When I woke up, rain was pouring down on my metal roof and my heart was beating at an uncomfortably high speed. Through the wet sheets of the night, black men were moving at a quick pace and I felt like collecting markers in a stationary store once again.
Friday, July 8, 2011
Late night grooves
It's always around twelve o'clock the rush starts up again. After the smooth, gorgeous main act has long ago packed up and the musos from waapa have started their set-up for the late night groove sessions. It kicks off at the Ellington jazz club around midnight and the till by which I'm sitting starts chiming and clinging again. I've been working in late night hospitality for nearly six months now; some nights have been rougher than the next, others fantastic. What keeps us all going though, inevitably, is the continuous flow of Perth customers, dressed up in their swag and high heeled shoes, determined for yet another night on the town.
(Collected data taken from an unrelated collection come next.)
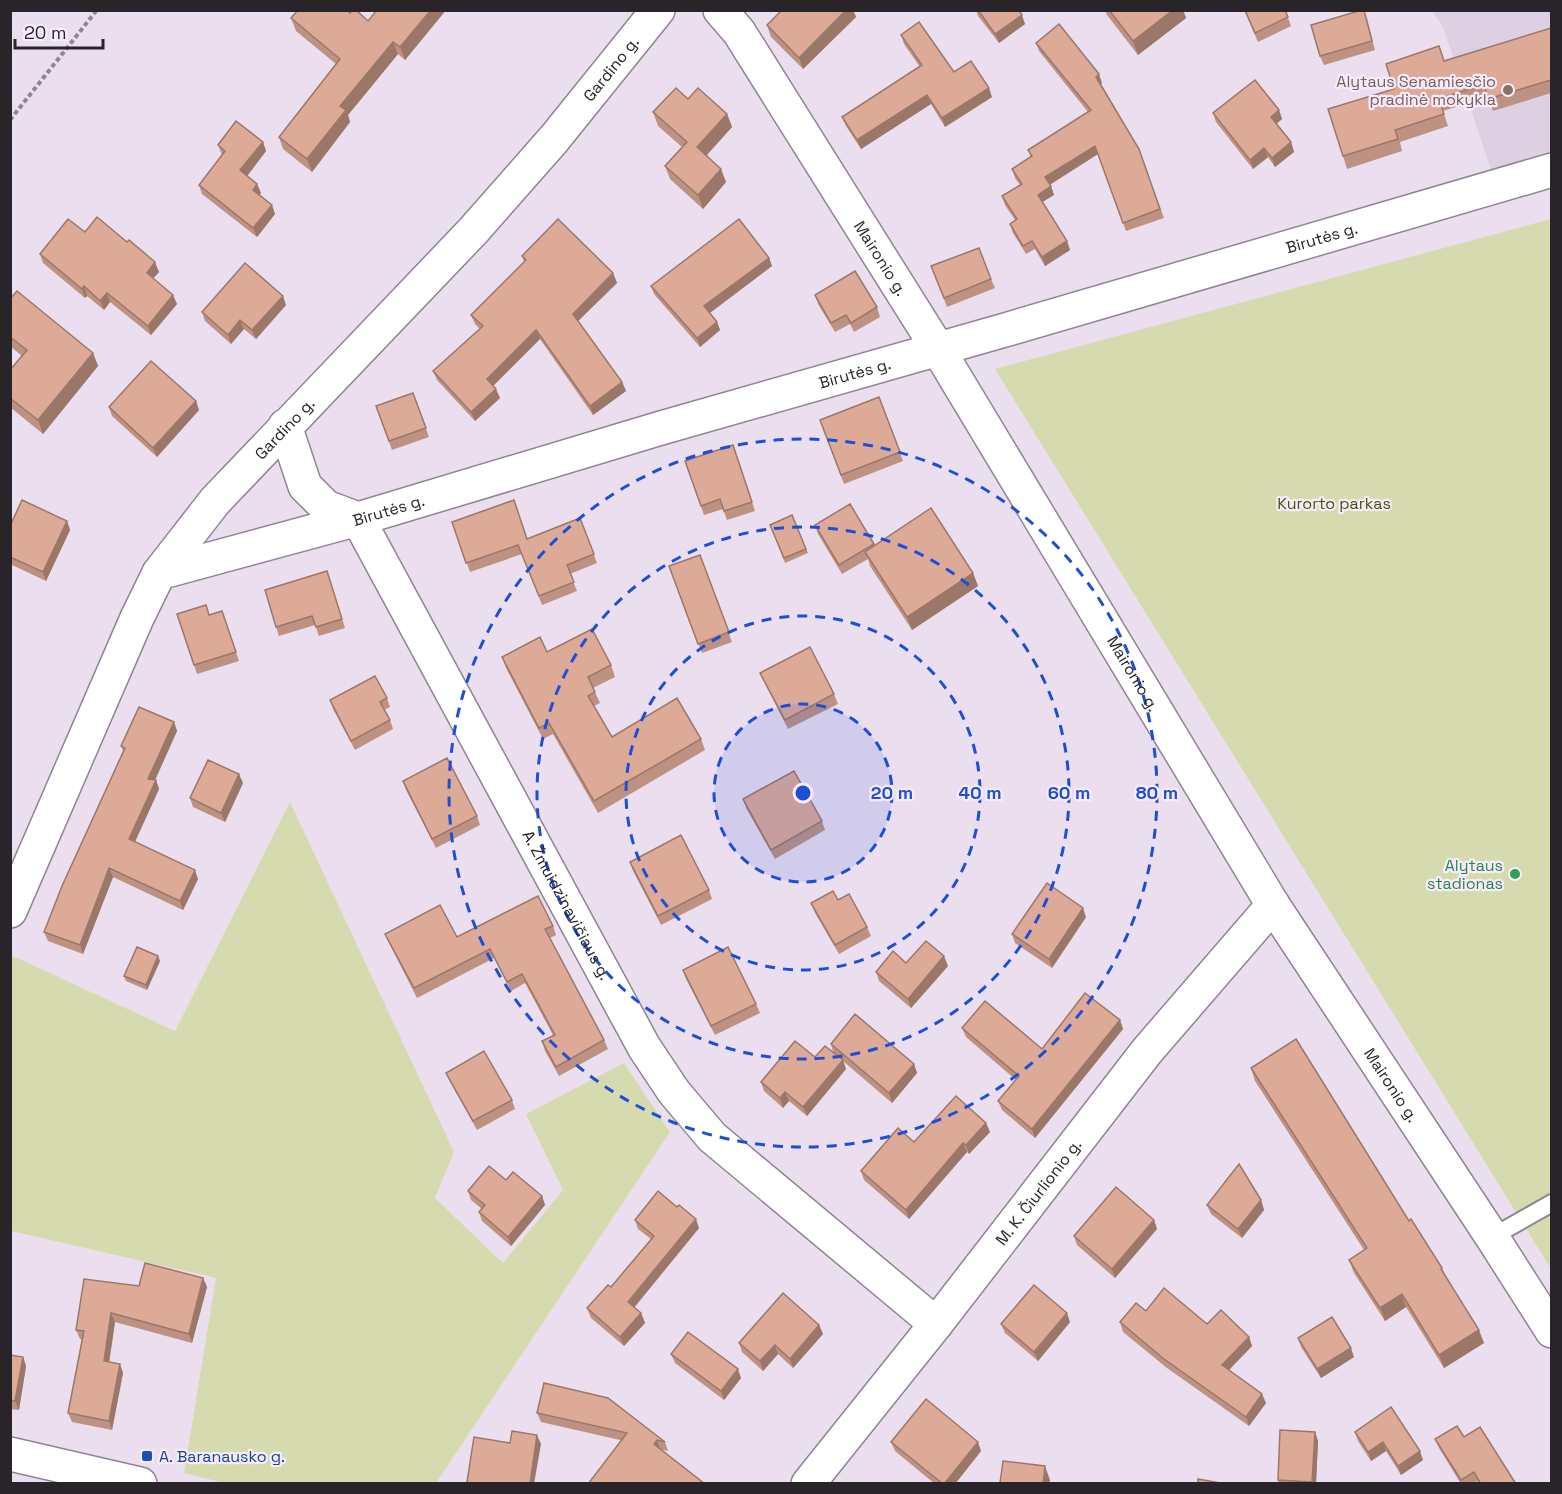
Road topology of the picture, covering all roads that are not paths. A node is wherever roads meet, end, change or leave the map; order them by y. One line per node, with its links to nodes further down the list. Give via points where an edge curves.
1 (658, 10): 5 (street, Gardino g., via 554,139 473,231)
2 (720, 10): 4 (street, Maironio g., via 739,32)
3 (1551, 170): 4 (street, Birutės g.)
4 (938, 348): 6 (street, Birutės g.); 8 (street, Maironio g.)
5 (285, 426): 6 (street, via 305,486 326,507); 7 (street, Gardino g., via 214,501)
6 (358, 519): 7 (street, Birutės g.); 12 (street, A. Žmuidzinavičiaus g., via 645,1047 674,1092 712,1137)
7 (159, 573): 9 (street, Gardino g.)
8 (1273, 905): 11 (street, Maironio g.); 12 (street, M. K. Čiurlionio g., via 1147,1051)
9 (10, 910)
10 (1551, 1203): 11 (lane)
11 (1492, 1237): 13 (street, Maironio g.)
12 (936, 1324): 16 (street, M. K. Čiurlionio g.)
13 (1551, 1331)
14 (10, 1454): 15 (street)
15 (140, 1484)
16 (808, 1484)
And in the wee hours of a Saturday or Sunday morning, doing woodwork in some obscure corner or carrying wine and glasses to the bar, I haven't been able to help but wonder: what keeps 'em coming back? I can understand the rare I-got-absolutely-smashed-and-can't-remember-a-thing-phenomenon or even the odd hangover that drags your body through a blue Sunday. Even a regular meet with good friends for a few pints and a laugh can appeal to me. But what strikes me as an absolute myth is the desire for a non-stop, repetitive and never-ending high-heeled, short dress, heavy make-up, unlimited tequila shots, uncountable pick-up lines extravaganza that doesn't just happen once every so often or even every month. It strikes me as insane when it happens all the time. Like EVERY. SINGLE. WEEK. I cannot for the life of me begin to comprehend the absolute madness that so many in their twenties, thirties, forties, fifties and even sixties feel ticking into their biological party clock come Friday that drives them to once again go through the fun times followed by the excruciating ones. But I suppose I should be happy; these are the insane ones that keep my paycheck coming on the regular.